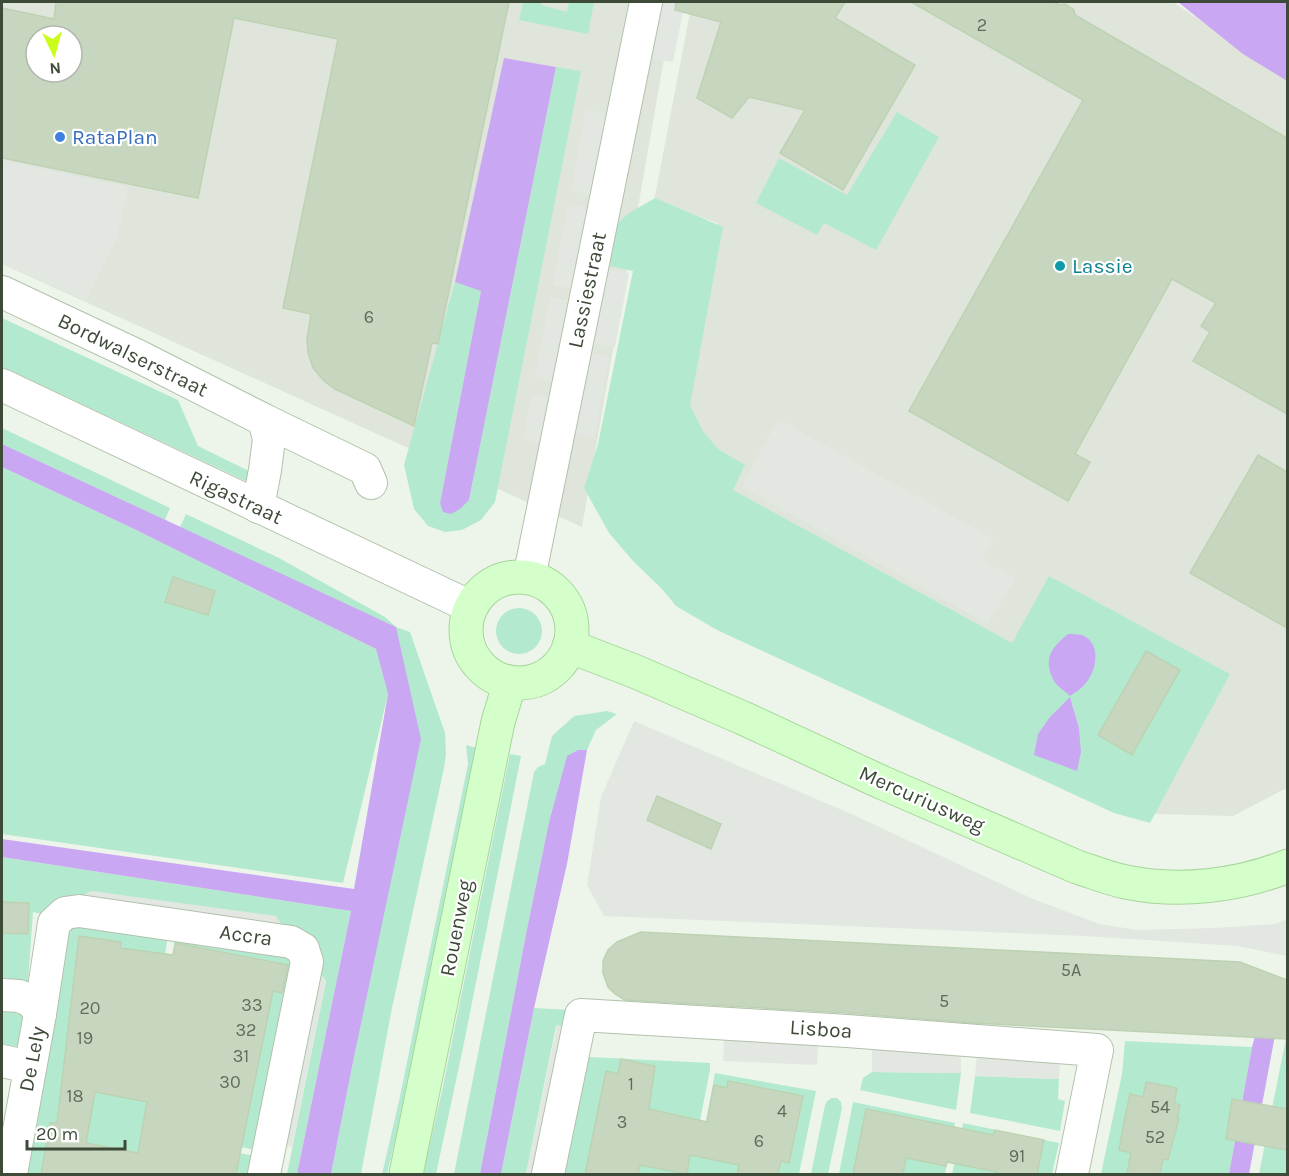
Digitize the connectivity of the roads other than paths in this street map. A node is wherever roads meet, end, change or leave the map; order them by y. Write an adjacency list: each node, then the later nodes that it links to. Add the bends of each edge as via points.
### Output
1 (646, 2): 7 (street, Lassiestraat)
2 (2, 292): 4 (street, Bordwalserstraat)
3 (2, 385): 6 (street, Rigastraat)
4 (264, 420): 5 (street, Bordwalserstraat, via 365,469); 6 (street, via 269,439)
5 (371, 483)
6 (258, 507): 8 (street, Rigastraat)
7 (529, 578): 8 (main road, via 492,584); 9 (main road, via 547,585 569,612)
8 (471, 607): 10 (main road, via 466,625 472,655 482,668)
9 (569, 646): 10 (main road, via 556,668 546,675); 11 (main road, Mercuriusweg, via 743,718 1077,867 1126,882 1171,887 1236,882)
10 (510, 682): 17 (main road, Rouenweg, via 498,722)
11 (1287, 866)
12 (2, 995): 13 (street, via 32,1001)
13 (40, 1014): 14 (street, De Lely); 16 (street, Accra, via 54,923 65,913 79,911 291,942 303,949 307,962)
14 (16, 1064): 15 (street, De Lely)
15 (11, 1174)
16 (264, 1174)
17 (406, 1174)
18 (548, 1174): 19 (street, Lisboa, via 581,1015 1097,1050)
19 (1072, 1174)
--
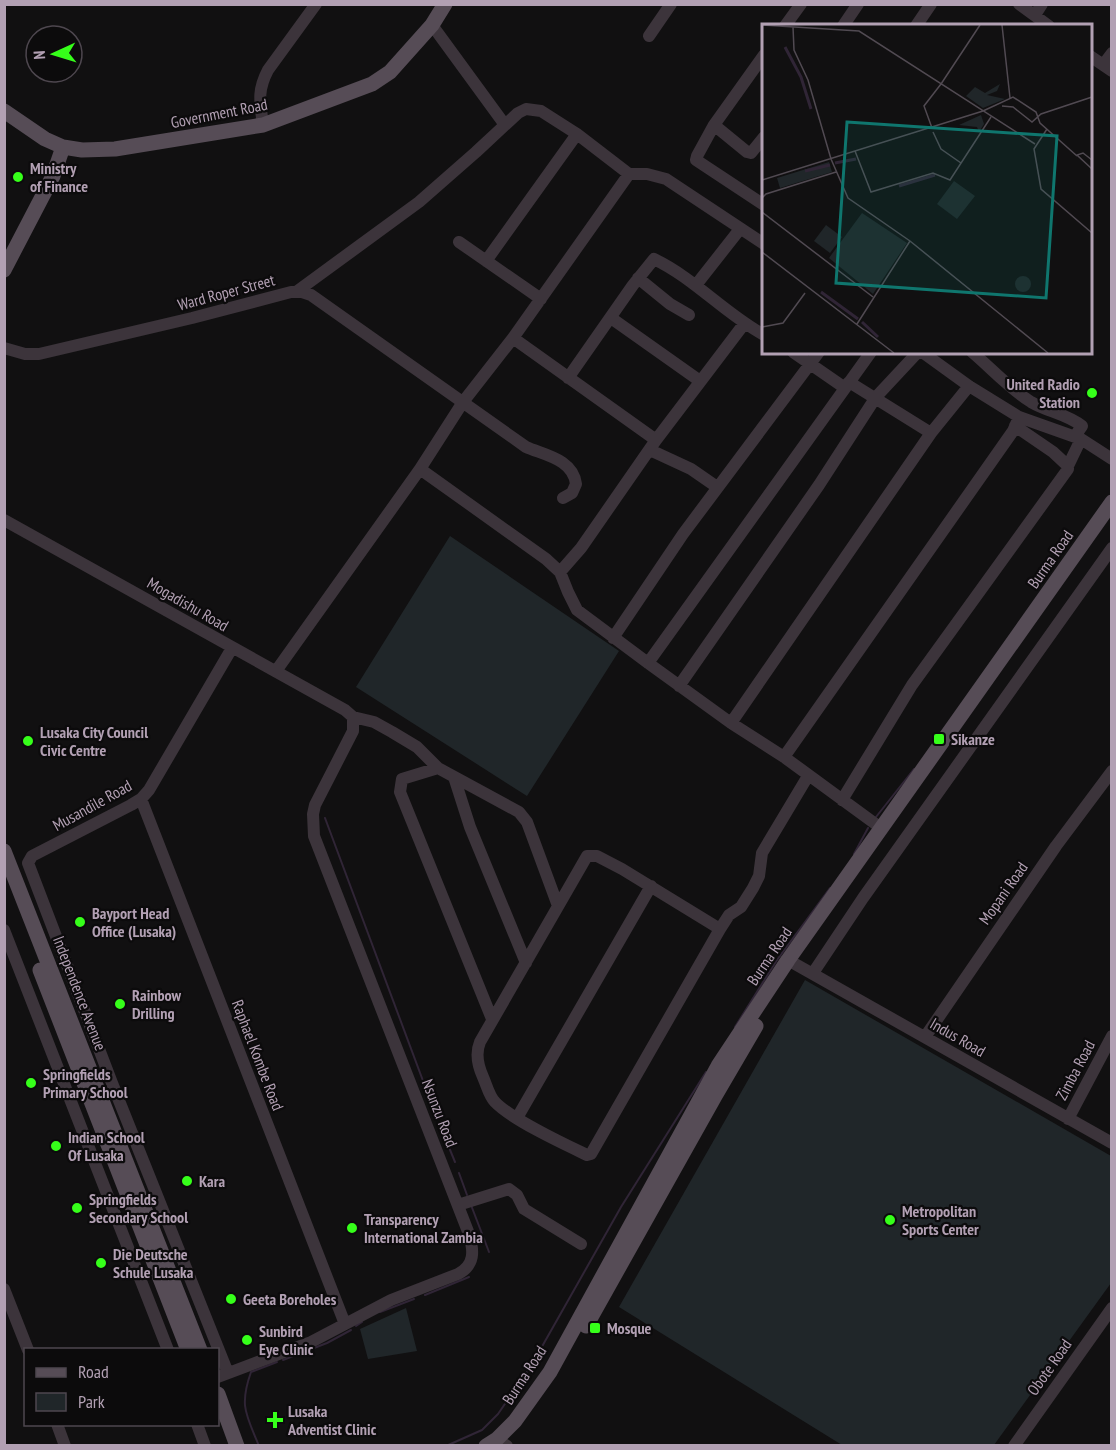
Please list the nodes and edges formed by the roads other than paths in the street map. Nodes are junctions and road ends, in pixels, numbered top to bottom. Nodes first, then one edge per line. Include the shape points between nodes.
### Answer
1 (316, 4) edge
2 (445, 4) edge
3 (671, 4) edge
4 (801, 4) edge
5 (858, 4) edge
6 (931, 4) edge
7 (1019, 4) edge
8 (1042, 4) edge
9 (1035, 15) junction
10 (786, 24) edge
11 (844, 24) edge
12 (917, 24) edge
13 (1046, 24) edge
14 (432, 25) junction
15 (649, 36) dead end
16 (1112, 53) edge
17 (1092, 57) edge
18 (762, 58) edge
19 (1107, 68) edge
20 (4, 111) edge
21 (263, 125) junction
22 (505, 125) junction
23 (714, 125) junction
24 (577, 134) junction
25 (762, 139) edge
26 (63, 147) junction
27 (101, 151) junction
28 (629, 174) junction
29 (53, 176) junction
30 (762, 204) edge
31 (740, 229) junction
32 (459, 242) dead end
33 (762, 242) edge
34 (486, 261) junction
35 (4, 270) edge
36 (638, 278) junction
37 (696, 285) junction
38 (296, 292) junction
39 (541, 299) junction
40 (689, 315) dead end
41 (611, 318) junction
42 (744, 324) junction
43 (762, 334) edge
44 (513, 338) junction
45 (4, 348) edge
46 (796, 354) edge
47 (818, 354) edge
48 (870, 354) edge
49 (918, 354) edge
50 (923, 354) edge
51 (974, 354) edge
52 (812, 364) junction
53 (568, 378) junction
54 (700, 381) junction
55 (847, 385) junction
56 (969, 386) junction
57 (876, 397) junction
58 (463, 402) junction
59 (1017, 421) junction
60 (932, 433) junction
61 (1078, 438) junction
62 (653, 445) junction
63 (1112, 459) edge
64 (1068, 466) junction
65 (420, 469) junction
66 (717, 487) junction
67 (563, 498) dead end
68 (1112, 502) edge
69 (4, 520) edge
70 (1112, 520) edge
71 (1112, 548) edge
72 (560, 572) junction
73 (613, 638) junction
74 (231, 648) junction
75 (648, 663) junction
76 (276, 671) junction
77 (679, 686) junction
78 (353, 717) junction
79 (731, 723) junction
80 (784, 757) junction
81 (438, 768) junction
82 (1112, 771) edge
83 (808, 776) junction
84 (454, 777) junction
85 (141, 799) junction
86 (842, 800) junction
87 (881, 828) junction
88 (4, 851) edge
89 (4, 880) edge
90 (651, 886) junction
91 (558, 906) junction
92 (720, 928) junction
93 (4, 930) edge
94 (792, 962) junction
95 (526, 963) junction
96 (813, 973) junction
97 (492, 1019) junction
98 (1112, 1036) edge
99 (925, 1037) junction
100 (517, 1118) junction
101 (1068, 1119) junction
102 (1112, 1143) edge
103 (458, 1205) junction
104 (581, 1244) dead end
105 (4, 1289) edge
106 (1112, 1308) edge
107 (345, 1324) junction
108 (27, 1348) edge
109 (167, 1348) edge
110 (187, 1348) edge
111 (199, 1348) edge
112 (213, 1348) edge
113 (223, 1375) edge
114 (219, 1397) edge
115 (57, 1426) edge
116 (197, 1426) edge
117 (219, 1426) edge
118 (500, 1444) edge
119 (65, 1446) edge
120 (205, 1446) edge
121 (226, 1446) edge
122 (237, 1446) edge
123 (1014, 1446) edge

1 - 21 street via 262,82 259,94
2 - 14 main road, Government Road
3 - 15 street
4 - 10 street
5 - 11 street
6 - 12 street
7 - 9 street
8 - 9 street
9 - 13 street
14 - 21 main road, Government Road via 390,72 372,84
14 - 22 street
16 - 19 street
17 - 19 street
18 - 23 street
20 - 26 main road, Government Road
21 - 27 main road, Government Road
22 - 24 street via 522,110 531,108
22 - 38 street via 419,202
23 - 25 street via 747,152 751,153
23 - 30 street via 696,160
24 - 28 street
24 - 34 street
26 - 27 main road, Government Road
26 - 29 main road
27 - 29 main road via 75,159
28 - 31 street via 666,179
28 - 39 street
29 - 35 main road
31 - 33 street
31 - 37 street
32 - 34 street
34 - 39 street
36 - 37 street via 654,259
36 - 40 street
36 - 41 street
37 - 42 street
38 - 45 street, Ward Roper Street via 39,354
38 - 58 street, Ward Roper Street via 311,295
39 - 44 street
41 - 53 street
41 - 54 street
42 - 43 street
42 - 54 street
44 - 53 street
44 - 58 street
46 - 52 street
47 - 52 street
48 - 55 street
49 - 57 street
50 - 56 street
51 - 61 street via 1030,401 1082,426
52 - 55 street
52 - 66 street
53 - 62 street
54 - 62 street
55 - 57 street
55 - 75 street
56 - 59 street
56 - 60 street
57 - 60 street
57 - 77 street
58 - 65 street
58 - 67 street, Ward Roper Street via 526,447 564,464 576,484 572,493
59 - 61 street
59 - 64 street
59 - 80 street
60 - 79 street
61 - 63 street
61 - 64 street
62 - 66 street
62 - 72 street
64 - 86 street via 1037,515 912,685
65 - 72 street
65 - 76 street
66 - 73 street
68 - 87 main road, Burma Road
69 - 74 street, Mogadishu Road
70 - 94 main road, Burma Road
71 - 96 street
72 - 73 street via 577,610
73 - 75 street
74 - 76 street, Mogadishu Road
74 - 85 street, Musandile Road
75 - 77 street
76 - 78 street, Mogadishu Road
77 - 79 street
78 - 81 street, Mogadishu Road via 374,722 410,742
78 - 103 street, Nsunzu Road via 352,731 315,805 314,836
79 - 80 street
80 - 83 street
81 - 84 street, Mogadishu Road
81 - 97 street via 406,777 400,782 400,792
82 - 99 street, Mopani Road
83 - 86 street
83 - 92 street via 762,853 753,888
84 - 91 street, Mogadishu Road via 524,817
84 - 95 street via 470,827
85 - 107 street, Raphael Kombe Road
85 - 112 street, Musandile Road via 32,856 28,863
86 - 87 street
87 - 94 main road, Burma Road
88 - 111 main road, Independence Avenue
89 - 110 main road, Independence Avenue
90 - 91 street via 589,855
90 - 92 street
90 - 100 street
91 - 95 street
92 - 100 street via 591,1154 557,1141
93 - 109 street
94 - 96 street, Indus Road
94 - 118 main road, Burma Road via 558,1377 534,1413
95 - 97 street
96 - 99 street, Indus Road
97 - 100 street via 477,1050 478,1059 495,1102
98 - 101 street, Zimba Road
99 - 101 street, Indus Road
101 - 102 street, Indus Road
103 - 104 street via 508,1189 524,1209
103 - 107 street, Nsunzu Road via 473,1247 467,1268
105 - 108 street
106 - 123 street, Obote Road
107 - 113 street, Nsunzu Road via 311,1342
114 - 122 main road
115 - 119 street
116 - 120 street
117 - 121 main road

* PROBLEM TO WORK ON: Return all lines of the data in which the string "other" appears.

* ANSWER SECTION:
Digitize the connectivity of the roads other than paths in this street map. A node is wherever roads meet, end, change or leave the map; order them by y. Write an adjacency list: each node, then the later nodes that it links to. Add the bends of each edge as via points.
Please list the nodes and edges formed by the roads other than paths in the street map. Nodes are junctions and road ends, in pixels, numbered top to bottom. Nodes first, then one edge per line. Include the shape points between nodes.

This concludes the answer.